# Before and after the groomers



## pammy67 (Aug 28, 2010)

Her is a before and after pic of Toffee after being at the groomers
















And a pic of her after swimming which she loves


----------



## kendal (Jul 16, 2009)

haha thats one for the mucky pup thread. lovely photos


----------



## pammy67 (Aug 28, 2010)

Thankyou
Can i just say your 3 are gorgeous, u got them in Lincoln ????
I am a scott and live in Lincs, would love a blaCK and white one


----------



## kendal (Jul 16, 2009)

yeah got them from Lincoln, what part of Scotland are you from originally and what made you move.


----------



## Enneirda. (Mar 5, 2010)

She's beautiful.  Gorgeous color and lots of character!


----------



## pammy67 (Aug 28, 2010)

kendal said:


> yeah got them from Lincoln, what part of Scotland are you from originally and what made you move.


Hi
Was from the borders, St Boswells nr Melrose, Galashiels.

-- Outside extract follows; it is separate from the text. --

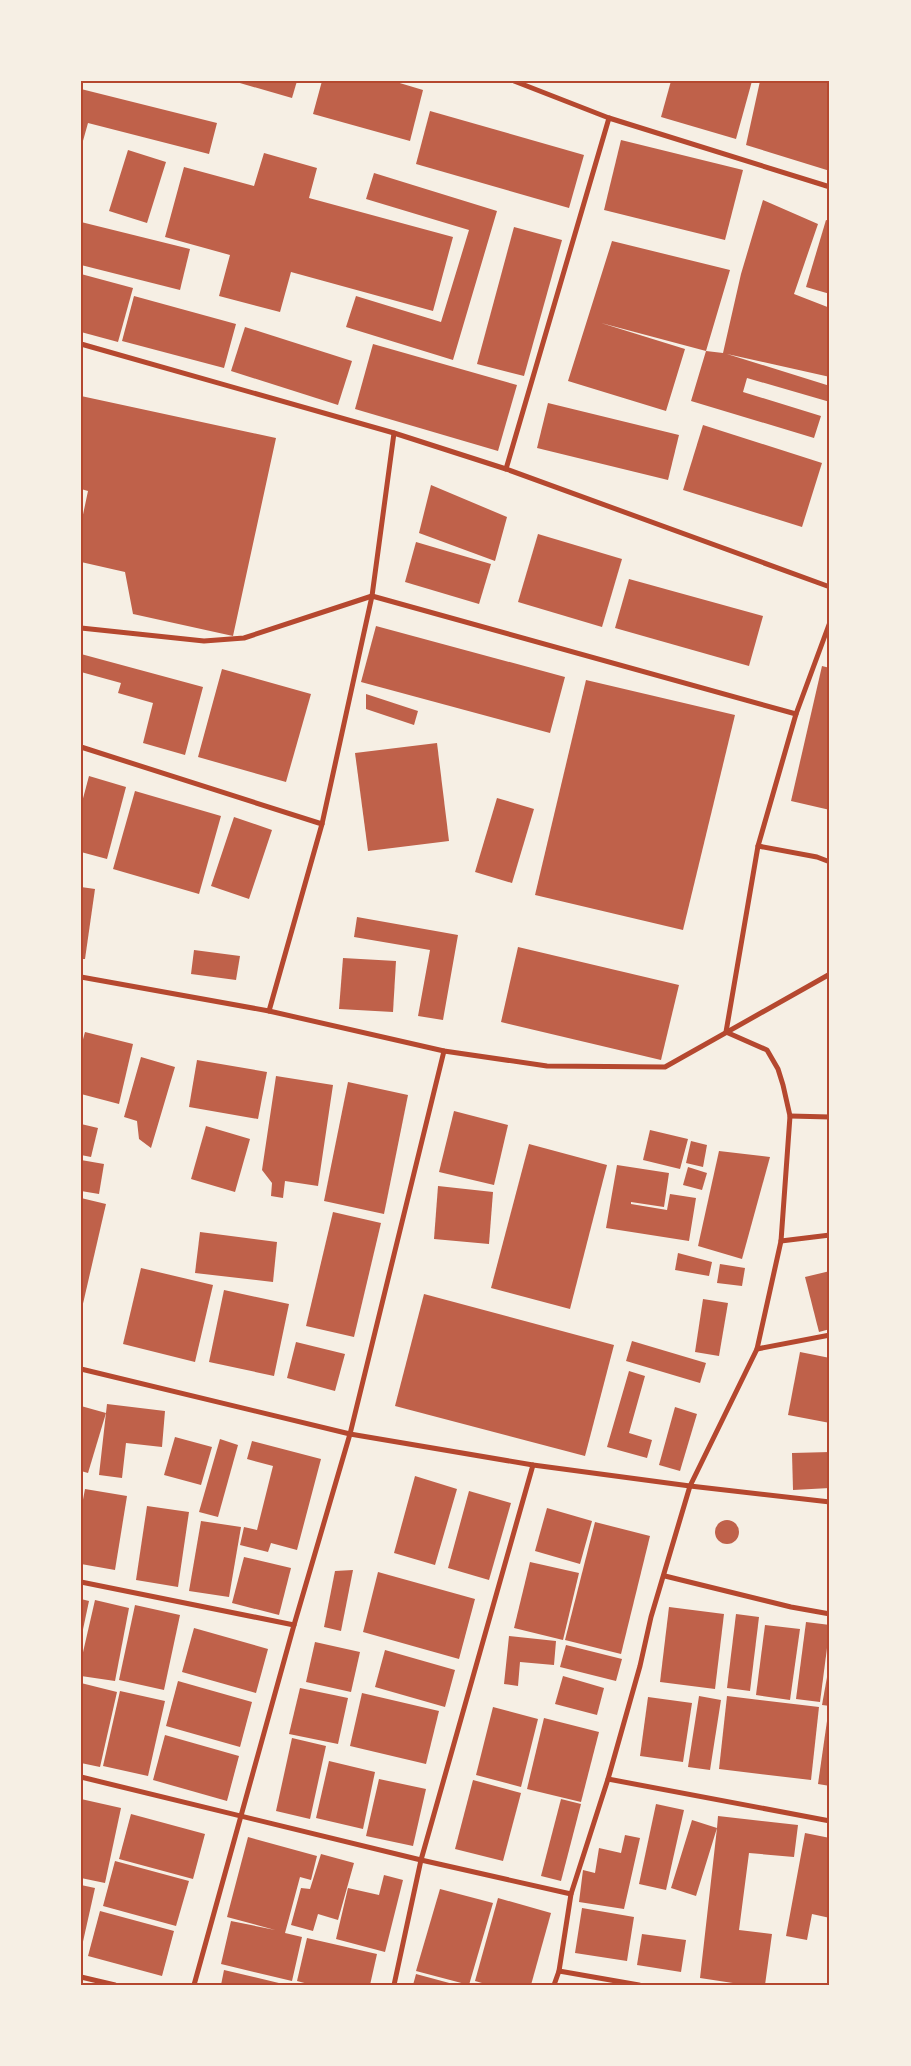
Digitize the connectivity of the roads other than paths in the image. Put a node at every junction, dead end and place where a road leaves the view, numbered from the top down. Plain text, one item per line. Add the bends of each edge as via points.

Moved to be with my now husband!! Been here 10 years!! 
Why did u come so far for your dogs??


----------



## kendal (Jul 16, 2009)

at the time we couple find a breeders in out aria the only breeders we forund in scotland didnt sound good as she doge some of our questions. and we just kept going back.


----------



## pammy67 (Aug 28, 2010)

kendal said:


> at the time we couple find a breeders in out aria the only breeders we forund in scotland didnt sound good as she doge some of our questions. and we just kept going back.


3 times, any more ??
My hubby says he would have another as no moulting, no trouble and adorable


----------



## pammy67 (Aug 28, 2010)

Enneirda. said:


> She's beautiful.  Gorgeous color and lots of character!


Thankyou
Yours is beautiful, diff cut from the one my toffee had lol but dont think she has done one before


----------



## ACARTER (Aug 11, 2010)

Beautiful. Toffee looks like a giant version of my puppy Toby!


----------



## Dave (May 25, 2009)

Toffee got a great haircut!


----------



## HayleyC (Dec 13, 2009)

Pammy your two are lovely! What is really strange is we have the same combination, Alfie, a miniature labradoodle and Maisy a toy american cockapoo. Here is a pic of our terrible two


----------



## pammy67 (Aug 28, 2010)

HayleyC said:


> Pammy your two are lovely! What is really strange is we have the same combination, Alfie, a miniature labradoodle and Maisy a toy american cockapoo. Here is a pic of our terrible two


Wow they look like the same 2, i am near u as well, maybe they r related. what a gorgeous pic


----------



## pammy67 (Aug 28, 2010)

Dave said:


> Toffee got a great haircut!


Thanks Dave, next time i will leave her chin longer, Benny looks gorgeous and very similar


----------



## pammy67 (Aug 28, 2010)

pammy67 said:


> Wow they look like the same 2, i am near u as well, maybe they r related. what a gorgeous pic


But no, as Toffeee is a standard size and Leo is a massive 6 month old doodle but they are still like 2 sets of twins.
HOw old are yours????


----------